• _YOUR ASSIGNMENT_
Find the string "Carrera" in the data, then copy every line where it is found.

• _DATA UNDER STUDY_
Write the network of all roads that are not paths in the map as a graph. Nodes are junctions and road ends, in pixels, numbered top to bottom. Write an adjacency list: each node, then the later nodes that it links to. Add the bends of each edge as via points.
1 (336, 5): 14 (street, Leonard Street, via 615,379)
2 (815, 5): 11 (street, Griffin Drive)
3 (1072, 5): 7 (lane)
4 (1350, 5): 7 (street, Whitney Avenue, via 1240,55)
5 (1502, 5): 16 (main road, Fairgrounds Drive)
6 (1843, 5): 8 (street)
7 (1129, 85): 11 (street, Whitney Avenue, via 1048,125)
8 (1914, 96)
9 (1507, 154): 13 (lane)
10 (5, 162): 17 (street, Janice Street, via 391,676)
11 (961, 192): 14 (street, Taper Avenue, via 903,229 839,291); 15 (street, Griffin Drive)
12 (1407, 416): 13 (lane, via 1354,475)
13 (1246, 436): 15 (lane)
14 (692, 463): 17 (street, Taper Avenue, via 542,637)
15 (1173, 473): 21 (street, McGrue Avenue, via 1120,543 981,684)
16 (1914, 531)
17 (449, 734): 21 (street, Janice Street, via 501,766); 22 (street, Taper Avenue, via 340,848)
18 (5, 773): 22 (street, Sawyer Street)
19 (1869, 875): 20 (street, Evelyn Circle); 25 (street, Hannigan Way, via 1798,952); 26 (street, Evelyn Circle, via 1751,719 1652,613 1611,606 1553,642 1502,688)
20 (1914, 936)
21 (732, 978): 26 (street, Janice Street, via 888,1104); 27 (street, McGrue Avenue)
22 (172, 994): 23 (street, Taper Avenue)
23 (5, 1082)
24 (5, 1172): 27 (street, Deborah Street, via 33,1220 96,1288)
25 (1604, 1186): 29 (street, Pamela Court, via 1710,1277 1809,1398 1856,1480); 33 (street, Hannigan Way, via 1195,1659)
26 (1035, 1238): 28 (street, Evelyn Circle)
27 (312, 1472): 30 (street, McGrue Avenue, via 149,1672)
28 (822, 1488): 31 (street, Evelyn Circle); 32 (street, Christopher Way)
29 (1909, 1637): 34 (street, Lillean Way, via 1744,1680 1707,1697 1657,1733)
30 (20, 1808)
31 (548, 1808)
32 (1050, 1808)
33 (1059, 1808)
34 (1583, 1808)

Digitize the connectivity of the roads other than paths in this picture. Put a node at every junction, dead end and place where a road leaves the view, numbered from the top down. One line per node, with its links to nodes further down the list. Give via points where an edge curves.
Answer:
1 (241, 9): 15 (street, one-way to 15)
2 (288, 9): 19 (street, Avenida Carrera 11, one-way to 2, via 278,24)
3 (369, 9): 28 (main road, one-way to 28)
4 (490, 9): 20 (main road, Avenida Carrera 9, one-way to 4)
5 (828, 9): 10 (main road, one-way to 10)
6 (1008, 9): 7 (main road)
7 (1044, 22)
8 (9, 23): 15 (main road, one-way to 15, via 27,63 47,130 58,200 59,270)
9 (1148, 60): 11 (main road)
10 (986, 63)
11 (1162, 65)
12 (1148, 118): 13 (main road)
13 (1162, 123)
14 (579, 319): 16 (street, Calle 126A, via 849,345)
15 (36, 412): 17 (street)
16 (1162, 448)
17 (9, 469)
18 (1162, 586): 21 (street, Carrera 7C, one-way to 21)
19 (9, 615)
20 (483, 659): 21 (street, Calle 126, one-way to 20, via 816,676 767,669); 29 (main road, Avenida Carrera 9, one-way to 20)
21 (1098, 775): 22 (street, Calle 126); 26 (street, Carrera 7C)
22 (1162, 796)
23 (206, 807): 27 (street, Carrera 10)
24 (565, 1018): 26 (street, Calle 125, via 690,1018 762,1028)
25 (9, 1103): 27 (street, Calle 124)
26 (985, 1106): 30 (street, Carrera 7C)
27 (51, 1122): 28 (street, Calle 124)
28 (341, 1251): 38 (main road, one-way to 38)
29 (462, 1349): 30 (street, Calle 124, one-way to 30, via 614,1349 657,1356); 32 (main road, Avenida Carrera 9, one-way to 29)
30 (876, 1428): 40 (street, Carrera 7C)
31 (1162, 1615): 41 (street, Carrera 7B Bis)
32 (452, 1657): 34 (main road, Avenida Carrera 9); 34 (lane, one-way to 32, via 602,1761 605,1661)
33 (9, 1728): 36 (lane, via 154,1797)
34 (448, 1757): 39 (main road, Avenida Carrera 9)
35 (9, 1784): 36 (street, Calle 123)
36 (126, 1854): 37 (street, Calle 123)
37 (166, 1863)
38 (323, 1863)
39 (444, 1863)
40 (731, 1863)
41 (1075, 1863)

• _ANSWER BOX_
2 (288, 9): 19 (street, Avenida Carrera 11, one-way to 2, via 278,24)
4 (490, 9): 20 (main road, Avenida Carrera 9, one-way to 4)
18 (1162, 586): 21 (street, Carrera 7C, one-way to 21)
20 (483, 659): 21 (street, Calle 126, one-way to 20, via 816,676 767,669); 29 (main road, Avenida Carrera 9, one-way to 20)
21 (1098, 775): 22 (street, Calle 126); 26 (street, Carrera 7C)
23 (206, 807): 27 (street, Carrera 10)
26 (985, 1106): 30 (street, Carrera 7C)
29 (462, 1349): 30 (street, Calle 124, one-way to 30, via 614,1349 657,1356); 32 (main road, Avenida Carrera 9, one-way to 29)
30 (876, 1428): 40 (street, Carrera 7C)
31 (1162, 1615): 41 (street, Carrera 7B Bis)
32 (452, 1657): 34 (main road, Avenida Carrera 9); 34 (lane, one-way to 32, via 602,1761 605,1661)
34 (448, 1757): 39 (main road, Avenida Carrera 9)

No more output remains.